To do
Retype each line below without a single alteration.

Exercise inputs
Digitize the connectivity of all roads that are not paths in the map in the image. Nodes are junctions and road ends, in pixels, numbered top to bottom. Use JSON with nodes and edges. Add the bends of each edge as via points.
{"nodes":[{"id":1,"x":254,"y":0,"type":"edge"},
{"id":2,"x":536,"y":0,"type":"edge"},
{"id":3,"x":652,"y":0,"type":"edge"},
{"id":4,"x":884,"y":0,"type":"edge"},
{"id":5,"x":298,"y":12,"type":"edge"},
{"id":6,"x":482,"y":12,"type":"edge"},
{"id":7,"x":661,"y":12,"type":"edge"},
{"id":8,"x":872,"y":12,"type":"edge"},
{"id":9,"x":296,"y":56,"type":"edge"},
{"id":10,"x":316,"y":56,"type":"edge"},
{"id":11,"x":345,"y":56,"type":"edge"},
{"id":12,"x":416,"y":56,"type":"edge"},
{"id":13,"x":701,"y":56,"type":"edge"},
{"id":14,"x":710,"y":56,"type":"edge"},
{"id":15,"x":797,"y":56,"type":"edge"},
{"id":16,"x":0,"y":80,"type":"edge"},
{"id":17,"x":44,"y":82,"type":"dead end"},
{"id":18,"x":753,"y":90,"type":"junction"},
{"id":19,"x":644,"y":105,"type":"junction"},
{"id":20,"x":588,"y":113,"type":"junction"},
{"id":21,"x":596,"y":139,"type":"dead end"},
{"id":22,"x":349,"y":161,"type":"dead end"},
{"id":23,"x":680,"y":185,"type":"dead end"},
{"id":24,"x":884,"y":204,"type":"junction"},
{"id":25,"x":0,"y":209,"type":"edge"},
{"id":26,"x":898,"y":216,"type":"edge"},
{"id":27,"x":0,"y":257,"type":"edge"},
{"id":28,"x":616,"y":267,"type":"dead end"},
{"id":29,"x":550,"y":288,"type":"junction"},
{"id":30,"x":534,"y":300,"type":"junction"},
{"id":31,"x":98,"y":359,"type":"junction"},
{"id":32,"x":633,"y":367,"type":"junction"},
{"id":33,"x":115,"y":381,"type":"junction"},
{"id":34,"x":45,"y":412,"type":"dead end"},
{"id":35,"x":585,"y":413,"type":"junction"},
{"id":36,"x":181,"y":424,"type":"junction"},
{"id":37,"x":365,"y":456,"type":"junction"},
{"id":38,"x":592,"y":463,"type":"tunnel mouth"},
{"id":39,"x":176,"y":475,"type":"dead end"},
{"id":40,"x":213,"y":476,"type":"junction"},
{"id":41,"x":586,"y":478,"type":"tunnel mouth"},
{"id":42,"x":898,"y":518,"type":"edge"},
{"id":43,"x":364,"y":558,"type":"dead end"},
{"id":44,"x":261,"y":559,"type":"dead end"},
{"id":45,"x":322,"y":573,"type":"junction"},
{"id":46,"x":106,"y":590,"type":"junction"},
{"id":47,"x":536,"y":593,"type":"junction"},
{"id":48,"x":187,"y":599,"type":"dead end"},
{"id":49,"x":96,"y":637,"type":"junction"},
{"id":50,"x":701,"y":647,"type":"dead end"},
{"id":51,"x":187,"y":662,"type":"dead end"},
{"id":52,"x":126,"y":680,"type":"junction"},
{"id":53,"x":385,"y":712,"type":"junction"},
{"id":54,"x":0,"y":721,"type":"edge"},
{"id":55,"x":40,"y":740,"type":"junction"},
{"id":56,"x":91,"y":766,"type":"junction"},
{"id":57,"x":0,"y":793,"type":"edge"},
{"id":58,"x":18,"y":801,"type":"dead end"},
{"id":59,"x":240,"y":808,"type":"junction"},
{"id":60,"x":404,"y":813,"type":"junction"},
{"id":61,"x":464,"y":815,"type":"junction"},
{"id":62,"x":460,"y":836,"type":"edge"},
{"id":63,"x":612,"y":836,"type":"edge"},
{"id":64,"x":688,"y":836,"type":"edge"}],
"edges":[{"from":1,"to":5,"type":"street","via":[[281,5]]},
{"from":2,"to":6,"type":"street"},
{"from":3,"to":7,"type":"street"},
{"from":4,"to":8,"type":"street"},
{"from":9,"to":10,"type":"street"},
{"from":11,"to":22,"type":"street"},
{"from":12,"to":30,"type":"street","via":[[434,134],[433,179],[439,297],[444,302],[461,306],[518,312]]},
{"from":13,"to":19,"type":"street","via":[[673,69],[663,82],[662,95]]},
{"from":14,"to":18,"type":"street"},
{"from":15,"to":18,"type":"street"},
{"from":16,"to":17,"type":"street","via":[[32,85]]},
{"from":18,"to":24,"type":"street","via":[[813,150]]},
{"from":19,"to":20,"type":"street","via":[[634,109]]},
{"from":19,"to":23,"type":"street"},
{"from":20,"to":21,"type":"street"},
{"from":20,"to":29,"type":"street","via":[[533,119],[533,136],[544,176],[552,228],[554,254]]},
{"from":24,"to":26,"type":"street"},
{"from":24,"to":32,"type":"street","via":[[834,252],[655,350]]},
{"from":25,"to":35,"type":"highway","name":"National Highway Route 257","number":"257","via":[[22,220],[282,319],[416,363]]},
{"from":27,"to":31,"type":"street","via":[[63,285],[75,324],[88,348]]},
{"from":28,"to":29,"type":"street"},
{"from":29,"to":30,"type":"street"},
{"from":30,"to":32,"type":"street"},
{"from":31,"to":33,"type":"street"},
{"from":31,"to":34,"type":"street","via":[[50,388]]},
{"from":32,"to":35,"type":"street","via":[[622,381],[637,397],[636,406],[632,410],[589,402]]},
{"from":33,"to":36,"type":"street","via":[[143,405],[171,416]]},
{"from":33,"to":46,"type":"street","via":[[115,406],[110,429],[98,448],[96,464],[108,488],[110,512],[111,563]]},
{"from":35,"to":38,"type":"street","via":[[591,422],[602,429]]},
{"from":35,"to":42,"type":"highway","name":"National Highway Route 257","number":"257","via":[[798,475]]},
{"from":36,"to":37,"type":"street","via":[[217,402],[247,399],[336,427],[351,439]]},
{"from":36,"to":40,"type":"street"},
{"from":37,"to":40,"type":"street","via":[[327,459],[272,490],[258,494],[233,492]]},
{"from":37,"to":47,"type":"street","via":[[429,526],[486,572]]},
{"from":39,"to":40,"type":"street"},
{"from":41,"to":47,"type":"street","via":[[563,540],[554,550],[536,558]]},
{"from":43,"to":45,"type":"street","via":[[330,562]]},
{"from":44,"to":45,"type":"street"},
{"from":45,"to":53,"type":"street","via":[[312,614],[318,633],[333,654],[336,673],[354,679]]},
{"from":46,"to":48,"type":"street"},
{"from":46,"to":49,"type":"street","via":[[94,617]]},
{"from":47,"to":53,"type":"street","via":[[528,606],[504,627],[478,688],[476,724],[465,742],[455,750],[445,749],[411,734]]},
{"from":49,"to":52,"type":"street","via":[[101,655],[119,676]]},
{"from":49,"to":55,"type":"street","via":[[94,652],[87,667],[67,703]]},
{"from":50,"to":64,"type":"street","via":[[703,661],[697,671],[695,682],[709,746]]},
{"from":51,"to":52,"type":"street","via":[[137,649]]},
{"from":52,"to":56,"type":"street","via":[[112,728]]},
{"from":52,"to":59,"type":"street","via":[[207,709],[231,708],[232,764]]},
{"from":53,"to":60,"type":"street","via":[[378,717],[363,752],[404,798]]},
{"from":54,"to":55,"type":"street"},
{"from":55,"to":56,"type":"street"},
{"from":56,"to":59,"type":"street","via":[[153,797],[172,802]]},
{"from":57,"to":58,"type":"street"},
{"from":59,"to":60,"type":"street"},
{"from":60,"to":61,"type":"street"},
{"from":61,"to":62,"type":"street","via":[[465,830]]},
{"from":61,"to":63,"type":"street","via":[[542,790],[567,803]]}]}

Your response
Digitize the connectivity of all roads that are not paths in the map in the image. Nodes are junctions and road ends, in pixels, numbered top to bottom. Use JSON with nodes and edges. Add the bends of each edge as via points.
{"nodes":[{"id":1,"x":254,"y":0,"type":"edge"},
{"id":2,"x":536,"y":0,"type":"edge"},
{"id":3,"x":652,"y":0,"type":"edge"},
{"id":4,"x":884,"y":0,"type":"edge"},
{"id":5,"x":298,"y":12,"type":"edge"},
{"id":6,"x":482,"y":12,"type":"edge"},
{"id":7,"x":661,"y":12,"type":"edge"},
{"id":8,"x":872,"y":12,"type":"edge"},
{"id":9,"x":296,"y":56,"type":"edge"},
{"id":10,"x":316,"y":56,"type":"edge"},
{"id":11,"x":345,"y":56,"type":"edge"},
{"id":12,"x":416,"y":56,"type":"edge"},
{"id":13,"x":701,"y":56,"type":"edge"},
{"id":14,"x":710,"y":56,"type":"edge"},
{"id":15,"x":797,"y":56,"type":"edge"},
{"id":16,"x":0,"y":80,"type":"edge"},
{"id":17,"x":44,"y":82,"type":"dead end"},
{"id":18,"x":753,"y":90,"type":"junction"},
{"id":19,"x":644,"y":105,"type":"junction"},
{"id":20,"x":588,"y":113,"type":"junction"},
{"id":21,"x":596,"y":139,"type":"dead end"},
{"id":22,"x":349,"y":161,"type":"dead end"},
{"id":23,"x":680,"y":185,"type":"dead end"},
{"id":24,"x":884,"y":204,"type":"junction"},
{"id":25,"x":0,"y":209,"type":"edge"},
{"id":26,"x":898,"y":216,"type":"edge"},
{"id":27,"x":0,"y":257,"type":"edge"},
{"id":28,"x":616,"y":267,"type":"dead end"},
{"id":29,"x":550,"y":288,"type":"junction"},
{"id":30,"x":534,"y":300,"type":"junction"},
{"id":31,"x":98,"y":359,"type":"junction"},
{"id":32,"x":633,"y":367,"type":"junction"},
{"id":33,"x":115,"y":381,"type":"junction"},
{"id":34,"x":45,"y":412,"type":"dead end"},
{"id":35,"x":585,"y":413,"type":"junction"},
{"id":36,"x":181,"y":424,"type":"junction"},
{"id":37,"x":365,"y":456,"type":"junction"},
{"id":38,"x":592,"y":463,"type":"tunnel mouth"},
{"id":39,"x":176,"y":475,"type":"dead end"},
{"id":40,"x":213,"y":476,"type":"junction"},
{"id":41,"x":586,"y":478,"type":"tunnel mouth"},
{"id":42,"x":898,"y":518,"type":"edge"},
{"id":43,"x":364,"y":558,"type":"dead end"},
{"id":44,"x":261,"y":559,"type":"dead end"},
{"id":45,"x":322,"y":573,"type":"junction"},
{"id":46,"x":106,"y":590,"type":"junction"},
{"id":47,"x":536,"y":593,"type":"junction"},
{"id":48,"x":187,"y":599,"type":"dead end"},
{"id":49,"x":96,"y":637,"type":"junction"},
{"id":50,"x":701,"y":647,"type":"dead end"},
{"id":51,"x":187,"y":662,"type":"dead end"},
{"id":52,"x":126,"y":680,"type":"junction"},
{"id":53,"x":385,"y":712,"type":"junction"},
{"id":54,"x":0,"y":721,"type":"edge"},
{"id":55,"x":40,"y":740,"type":"junction"},
{"id":56,"x":91,"y":766,"type":"junction"},
{"id":57,"x":0,"y":793,"type":"edge"},
{"id":58,"x":18,"y":801,"type":"dead end"},
{"id":59,"x":240,"y":808,"type":"junction"},
{"id":60,"x":404,"y":813,"type":"junction"},
{"id":61,"x":464,"y":815,"type":"junction"},
{"id":62,"x":460,"y":836,"type":"edge"},
{"id":63,"x":612,"y":836,"type":"edge"},
{"id":64,"x":688,"y":836,"type":"edge"}],
"edges":[{"from":1,"to":5,"type":"street","via":[[281,5]]},
{"from":2,"to":6,"type":"street"},
{"from":3,"to":7,"type":"street"},
{"from":4,"to":8,"type":"street"},
{"from":9,"to":10,"type":"street"},
{"from":11,"to":22,"type":"street"},
{"from":12,"to":30,"type":"street","via":[[434,134],[433,179],[439,297],[444,302],[461,306],[518,312]]},
{"from":13,"to":19,"type":"street","via":[[673,69],[663,82],[662,95]]},
{"from":14,"to":18,"type":"street"},
{"from":15,"to":18,"type":"street"},
{"from":16,"to":17,"type":"street","via":[[32,85]]},
{"from":18,"to":24,"type":"street","via":[[813,150]]},
{"from":19,"to":20,"type":"street","via":[[634,109]]},
{"from":19,"to":23,"type":"street"},
{"from":20,"to":21,"type":"street"},
{"from":20,"to":29,"type":"street","via":[[533,119],[533,136],[544,176],[552,228],[554,254]]},
{"from":24,"to":26,"type":"street"},
{"from":24,"to":32,"type":"street","via":[[834,252],[655,350]]},
{"from":25,"to":35,"type":"highway","name":"National Highway Route 257","number":"257","via":[[22,220],[282,319],[416,363]]},
{"from":27,"to":31,"type":"street","via":[[63,285],[75,324],[88,348]]},
{"from":28,"to":29,"type":"street"},
{"from":29,"to":30,"type":"street"},
{"from":30,"to":32,"type":"street"},
{"from":31,"to":33,"type":"street"},
{"from":31,"to":34,"type":"street","via":[[50,388]]},
{"from":32,"to":35,"type":"street","via":[[622,381],[637,397],[636,406],[632,410],[589,402]]},
{"from":33,"to":36,"type":"street","via":[[143,405],[171,416]]},
{"from":33,"to":46,"type":"street","via":[[115,406],[110,429],[98,448],[96,464],[108,488],[110,512],[111,563]]},
{"from":35,"to":38,"type":"street","via":[[591,422],[602,429]]},
{"from":35,"to":42,"type":"highway","name":"National Highway Route 257","number":"257","via":[[798,475]]},
{"from":36,"to":37,"type":"street","via":[[217,402],[247,399],[336,427],[351,439]]},
{"from":36,"to":40,"type":"street"},
{"from":37,"to":40,"type":"street","via":[[327,459],[272,490],[258,494],[233,492]]},
{"from":37,"to":47,"type":"street","via":[[429,526],[486,572]]},
{"from":39,"to":40,"type":"street"},
{"from":41,"to":47,"type":"street","via":[[563,540],[554,550],[536,558]]},
{"from":43,"to":45,"type":"street","via":[[330,562]]},
{"from":44,"to":45,"type":"street"},
{"from":45,"to":53,"type":"street","via":[[312,614],[318,633],[333,654],[336,673],[354,679]]},
{"from":46,"to":48,"type":"street"},
{"from":46,"to":49,"type":"street","via":[[94,617]]},
{"from":47,"to":53,"type":"street","via":[[528,606],[504,627],[478,688],[476,724],[465,742],[455,750],[445,749],[411,734]]},
{"from":49,"to":52,"type":"street","via":[[101,655],[119,676]]},
{"from":49,"to":55,"type":"street","via":[[94,652],[87,667],[67,703]]},
{"from":50,"to":64,"type":"street","via":[[703,661],[697,671],[695,682],[709,746]]},
{"from":51,"to":52,"type":"street","via":[[137,649]]},
{"from":52,"to":56,"type":"street","via":[[112,728]]},
{"from":52,"to":59,"type":"street","via":[[207,709],[231,708],[232,764]]},
{"from":53,"to":60,"type":"street","via":[[378,717],[363,752],[404,798]]},
{"from":54,"to":55,"type":"street"},
{"from":55,"to":56,"type":"street"},
{"from":56,"to":59,"type":"street","via":[[153,797],[172,802]]},
{"from":57,"to":58,"type":"street"},
{"from":59,"to":60,"type":"street"},
{"from":60,"to":61,"type":"street"},
{"from":61,"to":62,"type":"street","via":[[465,830]]},
{"from":61,"to":63,"type":"street","via":[[542,790],[567,803]]}]}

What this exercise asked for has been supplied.